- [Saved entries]
::::

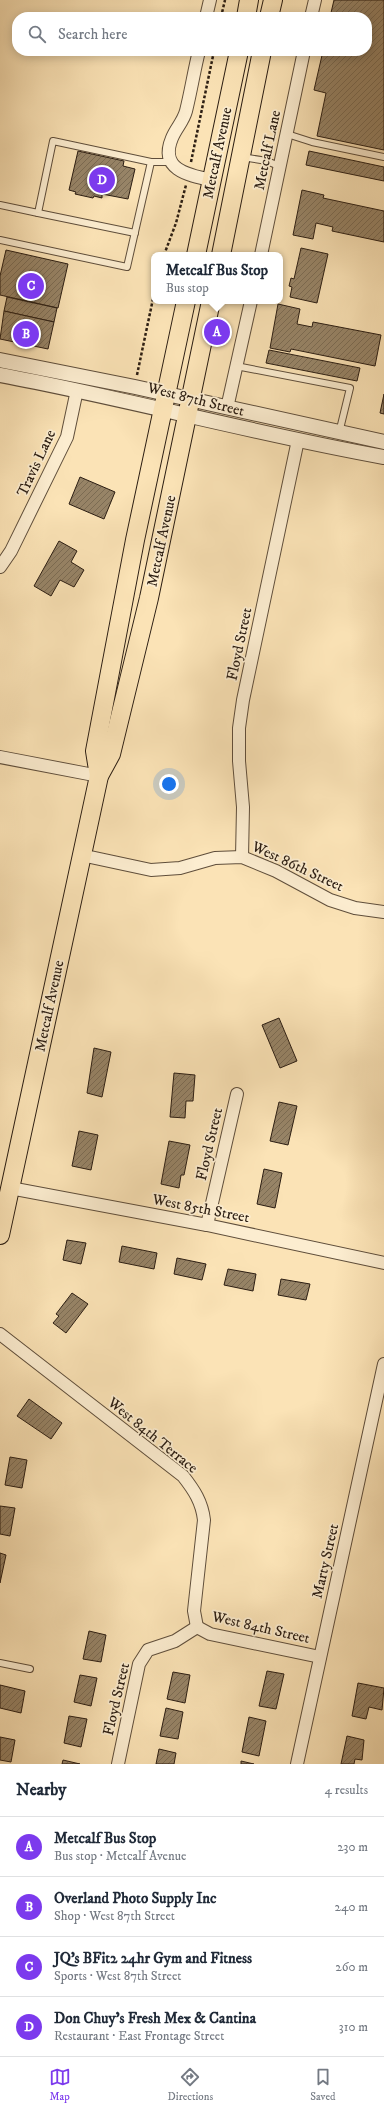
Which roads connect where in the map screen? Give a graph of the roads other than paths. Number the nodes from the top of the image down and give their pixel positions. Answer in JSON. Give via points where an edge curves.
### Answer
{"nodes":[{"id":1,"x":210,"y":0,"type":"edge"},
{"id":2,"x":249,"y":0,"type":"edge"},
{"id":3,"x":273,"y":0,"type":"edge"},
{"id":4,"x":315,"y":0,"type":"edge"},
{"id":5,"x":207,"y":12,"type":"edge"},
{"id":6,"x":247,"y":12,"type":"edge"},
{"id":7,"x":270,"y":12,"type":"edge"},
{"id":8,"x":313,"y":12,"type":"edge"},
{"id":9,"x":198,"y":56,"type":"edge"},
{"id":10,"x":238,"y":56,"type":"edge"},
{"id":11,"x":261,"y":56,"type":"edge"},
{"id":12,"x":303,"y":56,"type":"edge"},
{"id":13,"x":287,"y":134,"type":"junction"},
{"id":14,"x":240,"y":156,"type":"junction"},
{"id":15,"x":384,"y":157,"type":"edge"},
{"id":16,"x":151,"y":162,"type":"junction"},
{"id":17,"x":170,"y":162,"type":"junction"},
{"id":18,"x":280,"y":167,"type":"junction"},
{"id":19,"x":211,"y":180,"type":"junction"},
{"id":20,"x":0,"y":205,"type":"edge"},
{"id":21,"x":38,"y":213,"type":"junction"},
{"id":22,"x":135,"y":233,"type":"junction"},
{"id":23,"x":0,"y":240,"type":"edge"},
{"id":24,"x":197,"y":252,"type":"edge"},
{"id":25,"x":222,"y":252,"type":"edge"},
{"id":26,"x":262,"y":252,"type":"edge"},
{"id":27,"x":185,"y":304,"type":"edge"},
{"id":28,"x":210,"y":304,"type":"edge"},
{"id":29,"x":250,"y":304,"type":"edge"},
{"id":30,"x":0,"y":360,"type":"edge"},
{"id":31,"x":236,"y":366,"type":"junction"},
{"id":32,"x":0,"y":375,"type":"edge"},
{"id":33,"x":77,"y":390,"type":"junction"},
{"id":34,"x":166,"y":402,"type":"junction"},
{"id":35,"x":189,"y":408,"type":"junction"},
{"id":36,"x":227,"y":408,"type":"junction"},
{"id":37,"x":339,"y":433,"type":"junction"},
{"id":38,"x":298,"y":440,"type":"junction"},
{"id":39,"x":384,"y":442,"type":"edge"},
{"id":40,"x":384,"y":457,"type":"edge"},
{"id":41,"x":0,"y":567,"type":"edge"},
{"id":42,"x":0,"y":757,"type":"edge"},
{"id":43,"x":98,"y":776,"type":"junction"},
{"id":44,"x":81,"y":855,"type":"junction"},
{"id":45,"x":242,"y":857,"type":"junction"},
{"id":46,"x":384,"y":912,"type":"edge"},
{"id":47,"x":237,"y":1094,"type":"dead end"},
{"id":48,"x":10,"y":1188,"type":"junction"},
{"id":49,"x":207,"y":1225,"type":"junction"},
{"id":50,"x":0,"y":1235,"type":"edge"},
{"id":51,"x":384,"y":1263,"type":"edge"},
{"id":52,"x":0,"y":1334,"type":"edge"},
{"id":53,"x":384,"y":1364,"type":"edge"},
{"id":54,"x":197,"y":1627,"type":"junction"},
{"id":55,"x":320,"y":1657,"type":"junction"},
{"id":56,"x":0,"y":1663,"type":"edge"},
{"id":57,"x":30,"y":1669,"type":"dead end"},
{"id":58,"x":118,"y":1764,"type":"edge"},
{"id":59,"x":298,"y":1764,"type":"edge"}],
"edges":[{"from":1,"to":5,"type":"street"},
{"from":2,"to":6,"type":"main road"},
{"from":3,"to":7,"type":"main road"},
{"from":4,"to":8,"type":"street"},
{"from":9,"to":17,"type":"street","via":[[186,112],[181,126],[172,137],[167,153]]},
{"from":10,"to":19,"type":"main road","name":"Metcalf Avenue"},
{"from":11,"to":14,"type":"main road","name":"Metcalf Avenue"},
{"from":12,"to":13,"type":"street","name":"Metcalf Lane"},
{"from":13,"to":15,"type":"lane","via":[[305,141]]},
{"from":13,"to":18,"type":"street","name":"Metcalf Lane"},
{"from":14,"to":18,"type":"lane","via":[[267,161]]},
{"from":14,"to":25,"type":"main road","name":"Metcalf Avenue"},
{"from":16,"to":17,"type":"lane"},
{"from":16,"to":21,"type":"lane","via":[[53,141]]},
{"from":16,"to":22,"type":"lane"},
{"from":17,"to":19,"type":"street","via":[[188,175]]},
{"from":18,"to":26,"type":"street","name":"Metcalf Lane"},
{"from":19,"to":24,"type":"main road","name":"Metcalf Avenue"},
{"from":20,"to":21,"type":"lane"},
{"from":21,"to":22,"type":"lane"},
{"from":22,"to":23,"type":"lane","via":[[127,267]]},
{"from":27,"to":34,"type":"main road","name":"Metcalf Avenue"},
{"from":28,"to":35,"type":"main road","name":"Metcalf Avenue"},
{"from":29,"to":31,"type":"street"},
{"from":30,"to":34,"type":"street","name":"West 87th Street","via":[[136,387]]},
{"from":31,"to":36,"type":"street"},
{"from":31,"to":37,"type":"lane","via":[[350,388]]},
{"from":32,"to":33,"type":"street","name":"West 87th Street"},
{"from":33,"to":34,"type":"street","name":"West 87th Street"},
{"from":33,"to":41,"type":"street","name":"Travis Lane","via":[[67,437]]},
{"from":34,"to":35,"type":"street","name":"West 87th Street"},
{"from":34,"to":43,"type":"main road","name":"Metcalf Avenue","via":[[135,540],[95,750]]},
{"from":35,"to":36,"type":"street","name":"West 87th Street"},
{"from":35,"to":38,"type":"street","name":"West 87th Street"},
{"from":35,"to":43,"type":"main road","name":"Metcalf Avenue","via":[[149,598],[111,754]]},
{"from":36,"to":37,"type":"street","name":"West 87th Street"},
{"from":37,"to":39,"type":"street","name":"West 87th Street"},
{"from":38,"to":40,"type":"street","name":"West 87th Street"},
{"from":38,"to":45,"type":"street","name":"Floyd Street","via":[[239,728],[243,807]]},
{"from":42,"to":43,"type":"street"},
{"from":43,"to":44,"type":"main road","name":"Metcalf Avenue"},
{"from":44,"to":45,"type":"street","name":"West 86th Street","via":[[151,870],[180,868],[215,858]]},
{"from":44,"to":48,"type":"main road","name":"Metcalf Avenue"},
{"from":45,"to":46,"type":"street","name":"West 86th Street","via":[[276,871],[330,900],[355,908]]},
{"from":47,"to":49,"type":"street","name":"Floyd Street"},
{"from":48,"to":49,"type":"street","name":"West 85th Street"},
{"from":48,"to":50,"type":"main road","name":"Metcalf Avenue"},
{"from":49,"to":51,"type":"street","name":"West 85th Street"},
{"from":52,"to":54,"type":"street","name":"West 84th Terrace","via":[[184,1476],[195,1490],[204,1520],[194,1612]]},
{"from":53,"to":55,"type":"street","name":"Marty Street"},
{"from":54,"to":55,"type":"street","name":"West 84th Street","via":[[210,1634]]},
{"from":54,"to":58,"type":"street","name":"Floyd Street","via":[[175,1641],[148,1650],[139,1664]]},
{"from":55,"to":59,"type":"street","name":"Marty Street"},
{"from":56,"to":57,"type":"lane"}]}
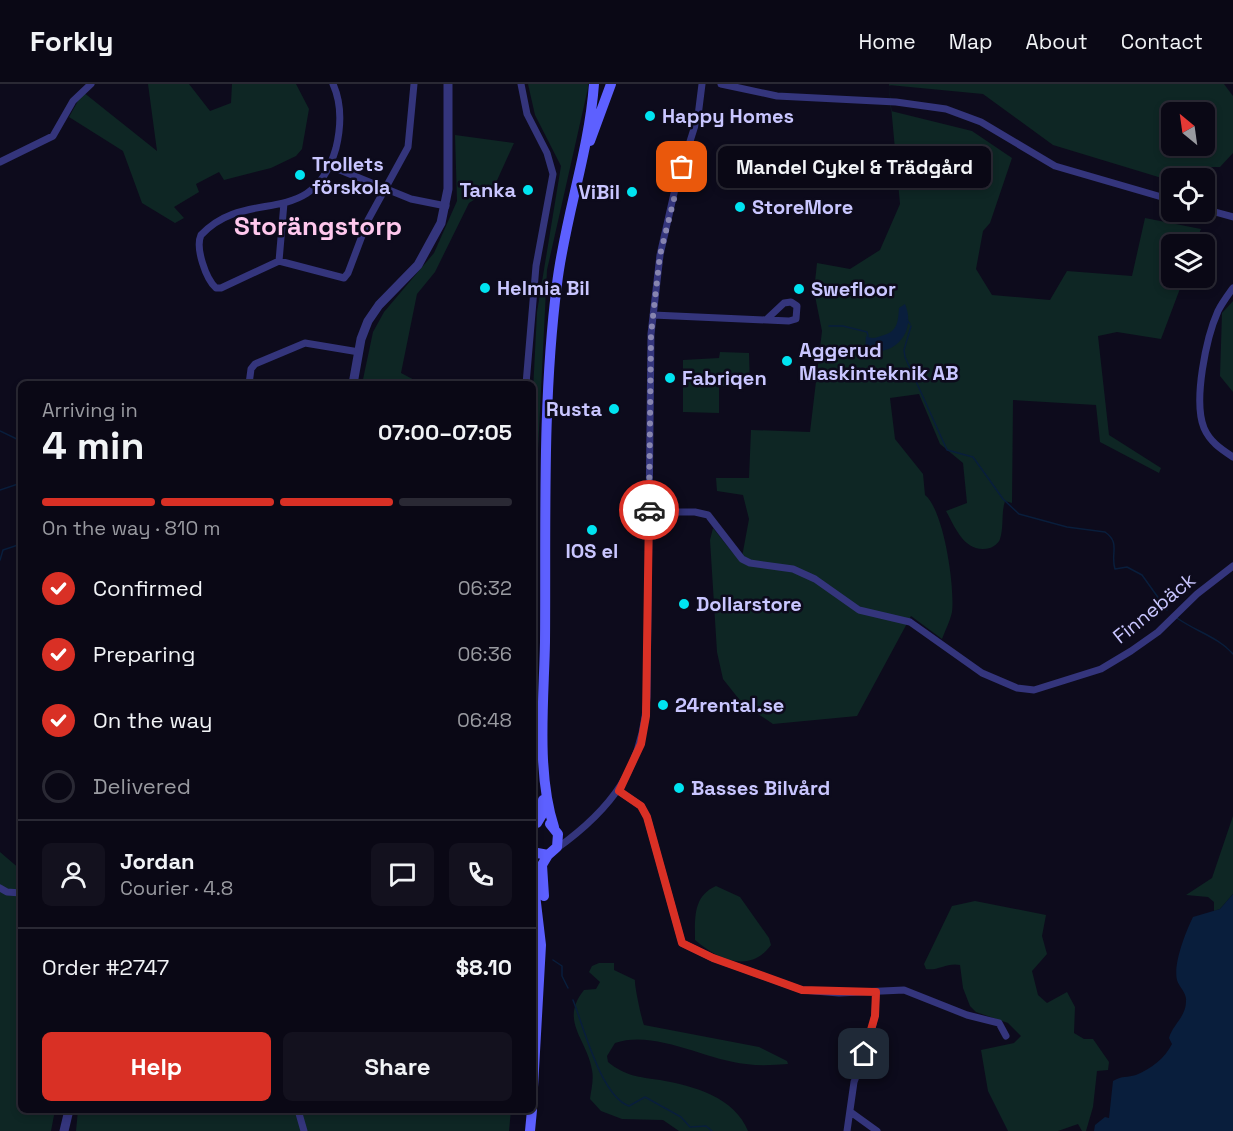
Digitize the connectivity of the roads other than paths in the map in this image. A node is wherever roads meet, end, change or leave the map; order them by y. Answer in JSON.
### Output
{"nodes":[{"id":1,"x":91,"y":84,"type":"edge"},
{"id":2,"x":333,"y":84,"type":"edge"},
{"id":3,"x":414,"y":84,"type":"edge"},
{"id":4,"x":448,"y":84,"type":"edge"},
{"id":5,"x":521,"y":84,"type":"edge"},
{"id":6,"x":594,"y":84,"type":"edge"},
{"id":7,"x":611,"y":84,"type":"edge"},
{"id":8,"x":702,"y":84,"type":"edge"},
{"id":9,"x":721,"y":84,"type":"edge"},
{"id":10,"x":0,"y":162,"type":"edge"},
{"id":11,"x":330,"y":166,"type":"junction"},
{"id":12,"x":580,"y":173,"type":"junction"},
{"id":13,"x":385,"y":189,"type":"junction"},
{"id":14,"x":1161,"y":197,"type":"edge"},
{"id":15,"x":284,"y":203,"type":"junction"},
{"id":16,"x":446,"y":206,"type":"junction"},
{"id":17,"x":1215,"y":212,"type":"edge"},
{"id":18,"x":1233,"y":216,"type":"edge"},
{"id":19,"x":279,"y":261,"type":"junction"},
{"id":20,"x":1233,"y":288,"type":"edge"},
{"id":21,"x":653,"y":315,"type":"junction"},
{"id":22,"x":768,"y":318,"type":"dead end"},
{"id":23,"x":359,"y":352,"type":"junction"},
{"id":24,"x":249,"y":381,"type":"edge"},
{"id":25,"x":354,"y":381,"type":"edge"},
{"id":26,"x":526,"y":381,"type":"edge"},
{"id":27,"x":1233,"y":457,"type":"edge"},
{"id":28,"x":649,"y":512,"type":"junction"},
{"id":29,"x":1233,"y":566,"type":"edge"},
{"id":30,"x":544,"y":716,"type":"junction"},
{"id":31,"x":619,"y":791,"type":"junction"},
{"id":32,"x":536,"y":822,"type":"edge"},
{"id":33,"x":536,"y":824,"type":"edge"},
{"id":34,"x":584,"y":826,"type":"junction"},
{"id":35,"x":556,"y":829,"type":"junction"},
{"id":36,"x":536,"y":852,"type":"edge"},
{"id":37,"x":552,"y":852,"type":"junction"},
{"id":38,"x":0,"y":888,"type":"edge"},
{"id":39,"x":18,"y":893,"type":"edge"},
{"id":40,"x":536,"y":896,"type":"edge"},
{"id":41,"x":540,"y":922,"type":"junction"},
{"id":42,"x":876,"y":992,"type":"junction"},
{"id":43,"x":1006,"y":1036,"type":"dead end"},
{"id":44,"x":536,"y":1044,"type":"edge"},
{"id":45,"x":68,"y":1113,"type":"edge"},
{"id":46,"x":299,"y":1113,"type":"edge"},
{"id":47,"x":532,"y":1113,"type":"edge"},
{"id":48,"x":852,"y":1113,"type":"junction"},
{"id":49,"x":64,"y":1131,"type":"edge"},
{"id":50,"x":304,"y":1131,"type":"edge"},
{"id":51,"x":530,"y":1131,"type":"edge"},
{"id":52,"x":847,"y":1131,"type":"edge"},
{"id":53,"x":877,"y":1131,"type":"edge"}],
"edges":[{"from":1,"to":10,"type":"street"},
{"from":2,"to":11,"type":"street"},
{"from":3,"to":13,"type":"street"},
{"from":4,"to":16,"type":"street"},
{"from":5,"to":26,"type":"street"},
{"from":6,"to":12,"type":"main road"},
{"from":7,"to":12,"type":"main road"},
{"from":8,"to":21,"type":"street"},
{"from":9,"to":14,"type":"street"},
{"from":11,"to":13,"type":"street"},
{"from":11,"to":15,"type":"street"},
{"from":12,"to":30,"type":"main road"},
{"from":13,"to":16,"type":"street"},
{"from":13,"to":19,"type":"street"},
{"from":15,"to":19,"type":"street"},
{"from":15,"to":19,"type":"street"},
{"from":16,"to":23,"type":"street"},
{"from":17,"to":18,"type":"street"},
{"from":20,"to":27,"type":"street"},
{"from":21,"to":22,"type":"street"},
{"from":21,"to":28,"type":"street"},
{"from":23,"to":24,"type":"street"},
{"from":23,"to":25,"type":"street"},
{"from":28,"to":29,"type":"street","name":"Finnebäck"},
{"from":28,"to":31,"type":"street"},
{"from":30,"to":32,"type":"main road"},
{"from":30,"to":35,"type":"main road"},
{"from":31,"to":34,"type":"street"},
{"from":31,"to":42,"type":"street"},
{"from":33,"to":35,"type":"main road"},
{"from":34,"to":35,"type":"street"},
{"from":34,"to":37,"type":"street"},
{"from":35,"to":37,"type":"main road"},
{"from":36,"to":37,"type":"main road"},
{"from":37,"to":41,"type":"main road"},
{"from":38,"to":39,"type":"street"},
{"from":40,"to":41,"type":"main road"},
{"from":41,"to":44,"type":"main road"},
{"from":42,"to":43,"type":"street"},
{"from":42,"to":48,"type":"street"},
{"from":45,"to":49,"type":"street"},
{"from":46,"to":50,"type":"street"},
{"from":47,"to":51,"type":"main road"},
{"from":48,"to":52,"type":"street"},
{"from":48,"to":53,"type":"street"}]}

::::

In the records above, find each line that mentions the word "paths", and copy it.

Which roads connect where in the map screen? Give a graph of the roads other than paths. Number the nodes from the top of the image down and give their pixel positions. Answer in JSON. Give via points where an edge curves.
Digitize the connectivity of the roads other than paths in the map in this image. A node is wherever roads meet, end, change or leave the map; order them by y. Answer in JSON.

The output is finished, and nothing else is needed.